Wednesday, March 08, 2006

Blog ON!

Hey everyone, I thought I'd get excited and change the font and colour for this posting. Cool huh? Yay me. So, I'm still having fun, getting my head into study mode. working 40 hours isn't helping but i'm doing my best. Hey, if there's other disgruntled full-time-worker-students, let me know how ur coping (or not). But enough chit-chat, lets get right down to business. "New comm tech", i hear you ask. "Is it fun?". The answer simply, is yes. Dear reader, i was almost computer illiterate before commencing this course. Now look at me! I am the Blog king!
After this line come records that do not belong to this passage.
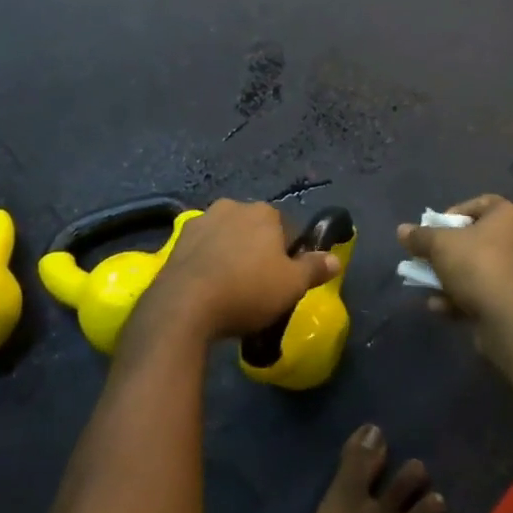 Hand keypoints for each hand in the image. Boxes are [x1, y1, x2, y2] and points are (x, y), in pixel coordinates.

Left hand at [142, 200, 338, 341]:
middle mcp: (232, 206)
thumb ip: (315, 268)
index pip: (286, 229)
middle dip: (257, 250)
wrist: (184, 305)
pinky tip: (207, 288)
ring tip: (230, 289)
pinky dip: (207, 262)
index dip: (288, 254)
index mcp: (263, 212)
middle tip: (258, 285)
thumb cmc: (247, 291)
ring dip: (230, 254)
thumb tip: (335, 259)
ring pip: (225, 237)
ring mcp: (201, 221)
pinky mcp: (177, 241)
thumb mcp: (292, 285)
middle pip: (253, 229)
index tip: (284, 279)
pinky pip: (201, 250)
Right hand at [397, 194, 512, 331]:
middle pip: (477, 239)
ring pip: (479, 270)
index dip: (454, 213)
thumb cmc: (477, 264)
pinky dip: (462, 299)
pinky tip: (440, 308)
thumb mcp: (439, 245)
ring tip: (428, 287)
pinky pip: (485, 293)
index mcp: (508, 216)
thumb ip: (420, 236)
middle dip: (447, 252)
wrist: (511, 316)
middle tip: (427, 258)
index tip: (436, 229)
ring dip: (451, 279)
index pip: (481, 203)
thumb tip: (402, 230) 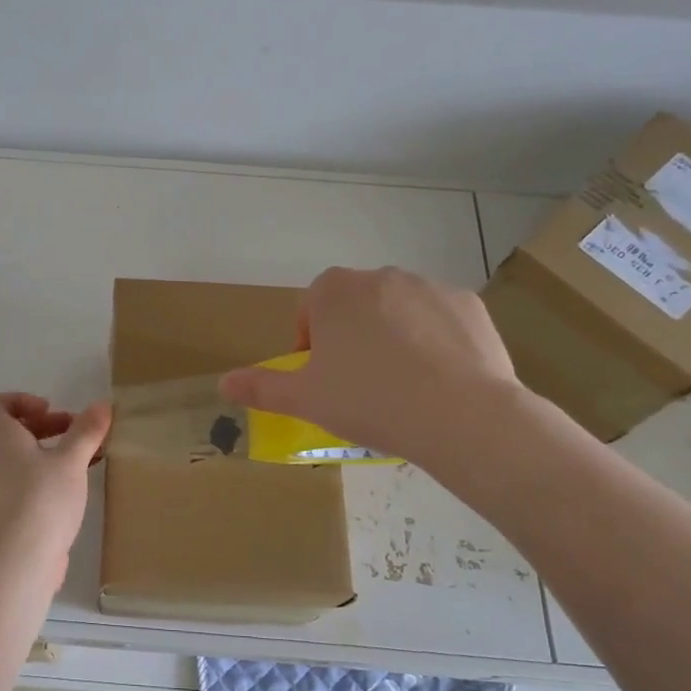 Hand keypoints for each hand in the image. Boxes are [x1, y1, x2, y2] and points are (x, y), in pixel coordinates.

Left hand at [0, 393, 110, 578]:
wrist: (18, 559)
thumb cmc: (41, 497)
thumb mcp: (70, 460)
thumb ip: (86, 431)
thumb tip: (101, 405)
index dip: (18, 400)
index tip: (48, 409)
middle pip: (9, 430)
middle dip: (44, 425)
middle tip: (75, 431)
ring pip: (19, 458)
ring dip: (49, 451)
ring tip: (84, 458)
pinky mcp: (5, 512)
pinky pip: (24, 481)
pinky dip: (46, 475)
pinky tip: (76, 486)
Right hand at [217, 267, 525, 474]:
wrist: (459, 414)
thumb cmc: (368, 401)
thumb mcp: (304, 399)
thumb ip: (260, 387)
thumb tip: (223, 384)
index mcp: (334, 291)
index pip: (311, 307)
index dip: (312, 341)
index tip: (322, 375)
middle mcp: (380, 276)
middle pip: (355, 304)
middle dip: (351, 336)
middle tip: (359, 383)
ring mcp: (428, 286)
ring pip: (398, 310)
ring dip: (392, 335)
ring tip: (401, 384)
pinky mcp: (468, 304)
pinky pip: (439, 319)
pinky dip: (433, 340)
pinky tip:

Being techno savvy is the coolest... and new comm tech has broadened my horizons. Any who, i best make like a banana and split, cos those readers ain't going to read themselves. You stay classy, san diego ;)

Tuesday, March 07, 2006

Virgin Blogger!

Gosh, well here I am. A virgin of the blogger world. breaking the metaphorical hymen. Too far? probably. Sorry if I offended anyone... Don't sue me. Hey, lets get on topic. So, new comm tech is fun (listen to me- I've got into the lingo and everything. I abbreviate all of my classes now :) ) Alphaville... mmmmmmm, interesting. toward the end I was starting to get where the movie was going. and adams right, it ain't no matrix (but lets be grown up: thats not the point is it?) ooh, everyones leaving so i guess I better follow suit(im in my first tute). Make like a tree and leave! Do yourself a favour and hug random people. You just gotta dig the warm fuzzy feeling it gives. BYE!!!